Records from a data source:
_ _ _ _
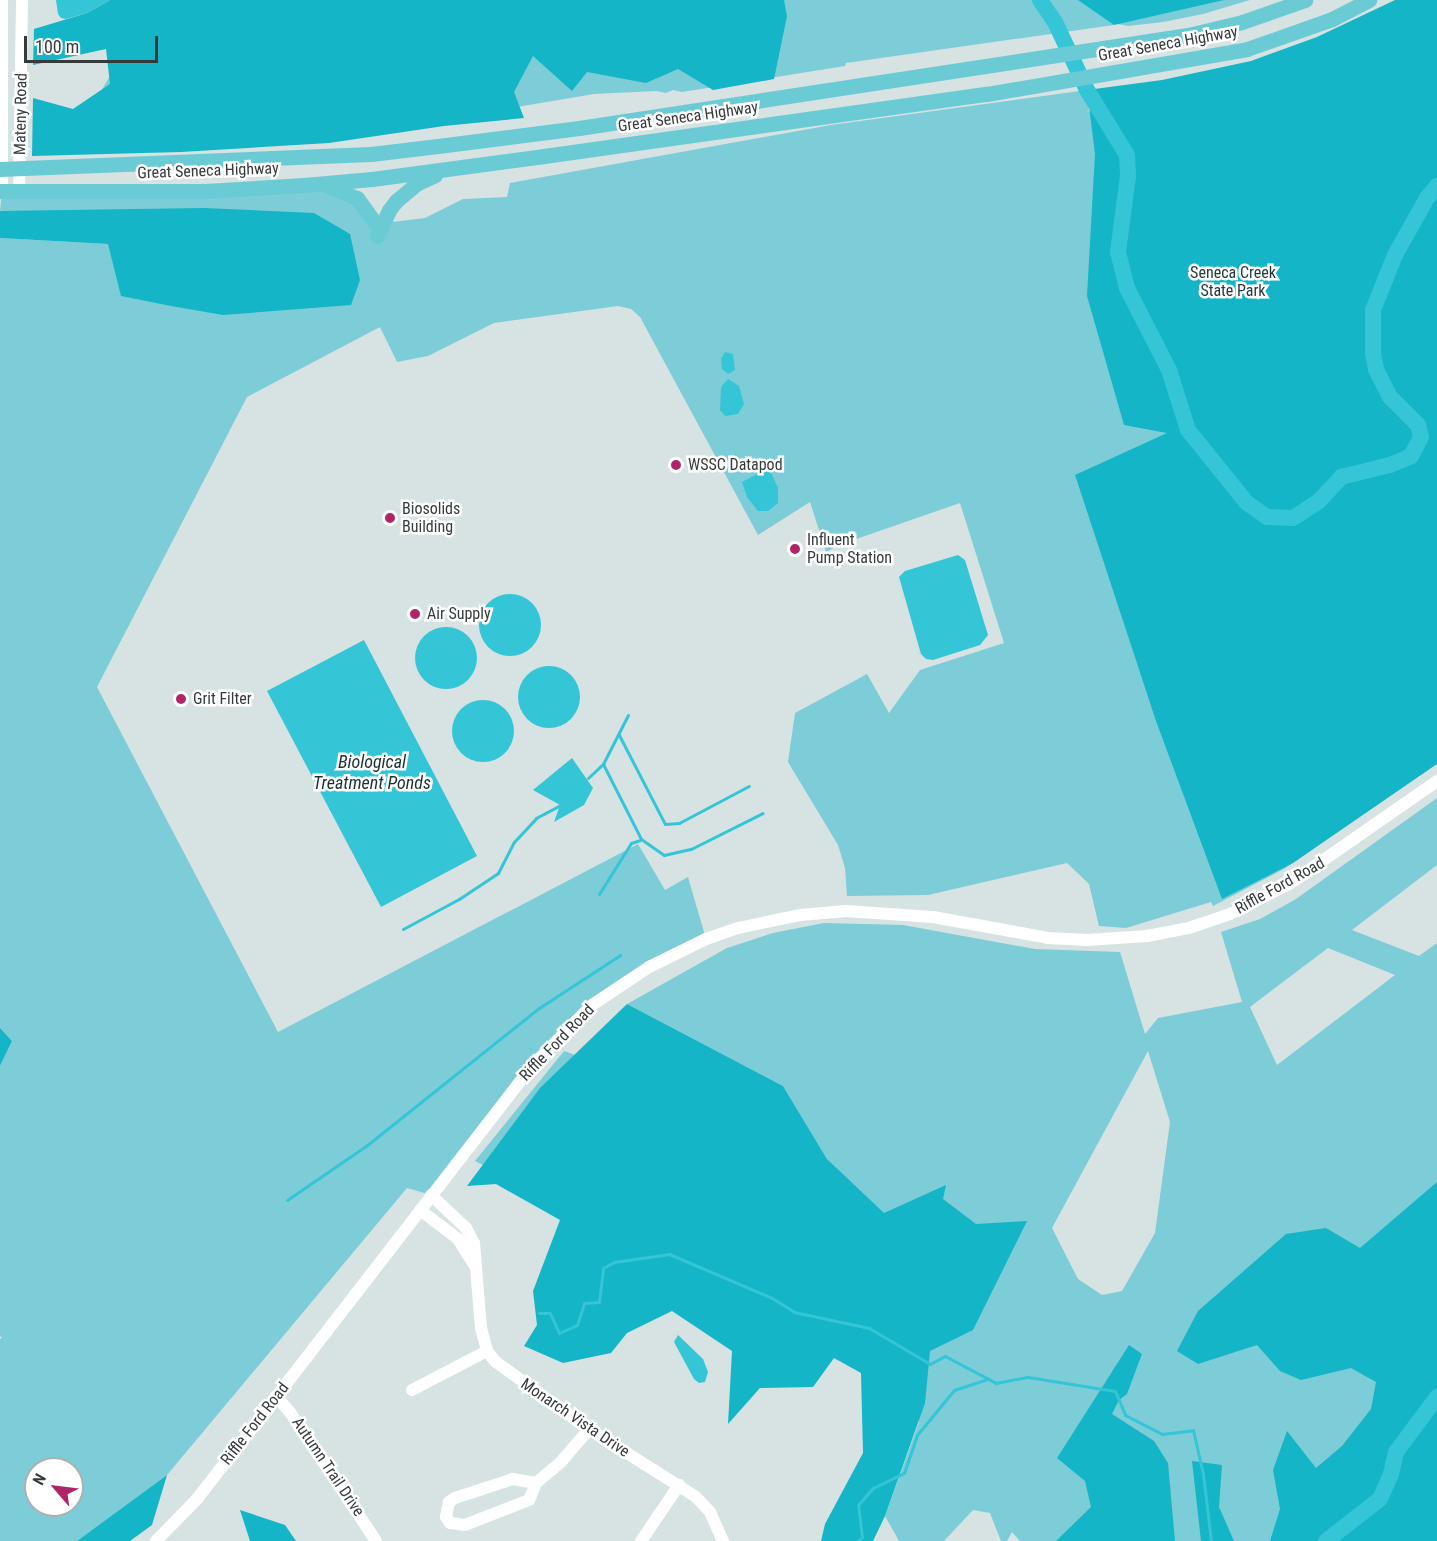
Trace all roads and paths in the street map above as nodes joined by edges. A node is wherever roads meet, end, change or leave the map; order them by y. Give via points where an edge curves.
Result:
1 (2, 0) edge
2 (22, 0) edge
3 (1305, 0) edge
4 (1370, 0) edge
5 (1, 169) edge
6 (446, 169) junction
7 (21, 170) junction
8 (320, 183) junction
9 (1, 191) edge
10 (19, 192) junction
11 (1437, 781) edge
12 (431, 1195) junction
13 (420, 1210) junction
14 (476, 1267) junction
15 (487, 1351) junction
16 (412, 1390) dead end
17 (276, 1396) junction
18 (589, 1429) junction
19 (536, 1483) junction
20 (680, 1485) junction
21 (156, 1541) edge
22 (376, 1541) edge
23 (641, 1541) edge
24 (723, 1541) edge

1 - 5 street, Mateny Road
2 - 7 street, Mateny Road
3 - 7 main road, Great Seneca Highway via 1231,24 1111,48 579,128 371,154
4 - 6 main road, Great Seneca Highway via 1332,19 1247,49 1020,88
5 - 7 main road, Great Seneca Highway
5 - 9 street, Mateny Road
6 - 8 main road, Great Seneca Highway
6 - 8 main road via 404,193 377,230 357,198
7 - 10 street, Mateny Road
8 - 10 main road, Great Seneca Highway via 205,191
9 - 10 main road, Great Seneca Highway
11 - 12 street, Riffle Ford Road via 1289,884 1230,914 1189,928 1147,936 1087,940 1048,938 933,917 846,911 766,922 706,939 641,972 592,1005 568,1027 532,1066
12 - 13 street, Riffle Ford Road
12 - 14 street via 466,1228 474,1243
13 - 14 street via 458,1239
13 - 17 street, Riffle Ford Road
14 - 15 street
15 - 16 street
15 - 18 street, Monarch Vista Drive via 509,1373
17 - 21 street, Riffle Ford Road via 198,1497
17 - 22 street, Autumn Trail Drive
18 - 19 street via 560,1463
18 - 20 street, Monarch Vista Drive
19 - 19 street via 513,1479 455,1498 449,1502 446,1517 450,1524 465,1525 529,1500
20 - 23 street
20 - 24 street, Monarch Vista Drive via 710,1512

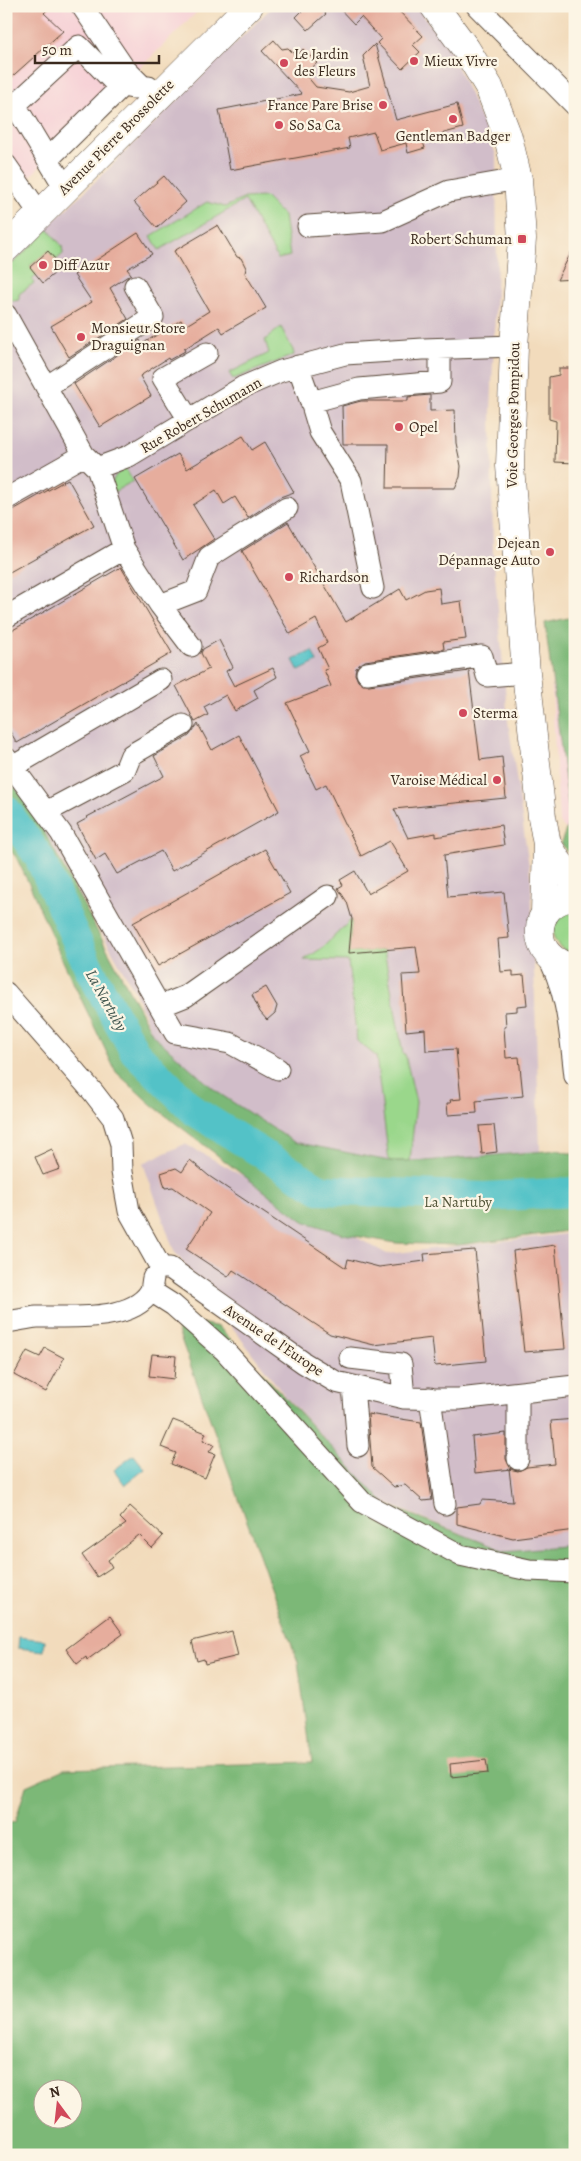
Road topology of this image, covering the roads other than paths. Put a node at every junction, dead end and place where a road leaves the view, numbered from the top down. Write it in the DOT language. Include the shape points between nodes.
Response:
graph roads {
  1 [pos="82,6"];
  2 [pos="434,6"];
  3 [pos="477,6"];
  4 [pos="235,24"];
  5 [pos="122,86"];
  6 [pos="575,105"];
  7 [pos="145,107"];
  8 [pos="6,165"];
  9 [pos="54,168"];
  10 [pos="518,179"];
  11 [pos="33,204"];
  12 [pos="308,226"];
  13 [pos="6,231"];
  14 [pos="6,248"];
  15 [pos="135,286"];
  16 [pos="6,314"];
  17 [pos="514,346"];
  18 [pos="440,349"];
  19 [pos="206,353"];
  20 [pos="298,366"];
  21 [pos="46,387"];
  22 [pos="311,402"];
  23 [pos="189,420"];
  24 [pos="90,462"];
  25 [pos="6,500"];
  26 [pos="287,508"];
  27 [pos="124,549"];
  28 [pos="373,588"];
  29 [pos="160,605"];
  30 [pos="6,617"];
  31 [pos="191,646"];
  32 [pos="366,673"];
  33 [pos="526,674"];
  34 [pos="161,680"];
  35 [pos="183,726"];
  36 [pos="10,762"];
  37 [pos="46,812"];
  38 [pos="547,844"];
  39 [pos="575,882"];
  40 [pos="328,896"];
  41 [pos="575,897"];
  42 [pos="545,913"];
  43 [pos="545,951"];
  44 [pos="575,966"];
  45 [pos="570,989"];
  46 [pos="6,993"];
  47 [pos="161,1006"];
  48 [pos="278,1068"];
  49 [pos="574,1072"];
  50 [pos="161,1268"];
  51 [pos="151,1291"];
  52 [pos="6,1322"];
  53 [pos="350,1358"];
  54 [pos="353,1386"];
  55 [pos="575,1386"];
  56 [pos="518,1393"];
  57 [pos="404,1398"];
  58 [pos="430,1398"];
  59 [pos="358,1446"];
  60 [pos="518,1460"];
  61 [pos="445,1504"];
  62 [pos="575,1572"];
  1 -- 7 [label="street" via="124,68"];
  2 -- 10 [label="main road, Voie Georges Pompidou" via="489,87 508,137"];
  3 -- 6 [label="street"];
  4 -- 7 [label="main road, Avenue Pierre Brossolette"];
  5 -- 7 [label="street"];
  5 -- 9 [label="street"];
  5 -- 9 [label="street" via="117,85 79,46 15,105"];
  7 -- 9 [label="main road, Avenue Pierre Brossolette"];
  7 -- 14 [label="main road, Avenue Pierre Brossolette"];
  8 -- 11 [label="street"];
  9 -- 11 [label="main road, Avenue Pierre Brossolette"];
  10 -- 12 [label="street" via="449,191 383,221"];
  10 -- 17 [label="main road, Voie Georges Pompidou" via="522,239"];
  11 -- 13 [label="main road, Avenue Pierre Brossolette"];
  15 -- 21 [label="street" via="153,317"];
  16 -- 21 [label="street"];
  17 -- 18 [label="street, Rue Robert Schumann"];
  17 -- 33 [label="main road, Voie Georges Pompidou" via="510,466"];
  18 -- 20 [label="street, Rue Robert Schumann" via="345,354"];
  18 -- 22 [label="street" via="440,382 359,389"];
  19 -- 23 [label="street" via="163,378"];
  20 -- 22 [label="street"];
  20 -- 23 [label="street, Rue Robert Schumann" via="243,387"];
  21 -- 24 [label="street"];
  22 -- 28 [label="street" via="320,432 351,481"];
  23 -- 24 [label="street, Rue Robert Schumann" via="129,456"];
  24 -- 25 [label="street, Rue Robert Schumann"];
  24 -- 27 [label="street"];
  26 -- 29 [label="street" via="209,557 196,591"];
  27 -- 29 [label="street"];
  27 -- 30 [label="street"];
  29 -- 31 [label="street"];
  32 -- 33 [label="street" via="482,656 486,676"];
  33 -- 38 [label="main road, Voie Georges Pompidou"];
  34 -- 36 [label="street"];
  35 -- 37 [label="street" via="131,755 125,770"];
  36 -- 37 [label="street"];
  37 -- 47 [label="street"];
  38 -- 39 [label="main road, Voie Georges Pompidou"];
  38 -- 42 [label="main road, Voie Georges Pompidou"];
  40 -- 47 [label="street" via="186,996"];
  41 -- 42 [label="main road" via="557,901"];
  42 -- 43 [label="main road, Voie Georges Pompidou" via="539,929"];
  43 -- 44 [label="main road" via="558,963"];
  43 -- 45 [label="street"];
  45 -- 49 [label="street"];
  46 -- 50 [label="street" via="113,1118 121,1144 129,1211"];
  47 -- 48 [label="street" via="175,1033 230,1043"];
  50 -- 51 [label="street" via="153,1276"];
  50 -- 54 [label="street, Avenue de l'Europe" via="170,1268 304,1363 336,1382"];
  51 -- 52 [label="street" via="142,1301 123,1311 86,1317"];
  51 -- 62 [label="street" via="173,1304 225,1351 362,1502 460,1555 529,1570"];
  53 -- 57 [label="street" via="401,1364"];
  54 -- 57 [label="street, Avenue de l'Europe"];
  54 -- 59 [label="street"];
  55 -- 56 [label="street, Avenue de l'Europe"];
  56 -- 58 [label="street, Avenue de l'Europe" via="459,1399"];
  56 -- 60 [label="street"];
  57 -- 58 [label="street, Avenue de l'Europe"];
  58 -- 61 [label="street"];
}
_ _ _ _
◆ What needs to be done ◆
Whichever lines of the records above hold the word "Ford" should all be copied out.

◆ Solution for this task ◆
11 - 12 street, Riffle Ford Road via 1289,884 1230,914 1189,928 1147,936 1087,940 1048,938 933,917 846,911 766,922 706,939 641,972 592,1005 568,1027 532,1066
12 - 13 street, Riffle Ford Road
13 - 17 street, Riffle Ford Road
17 - 21 street, Riffle Ford Road via 198,1497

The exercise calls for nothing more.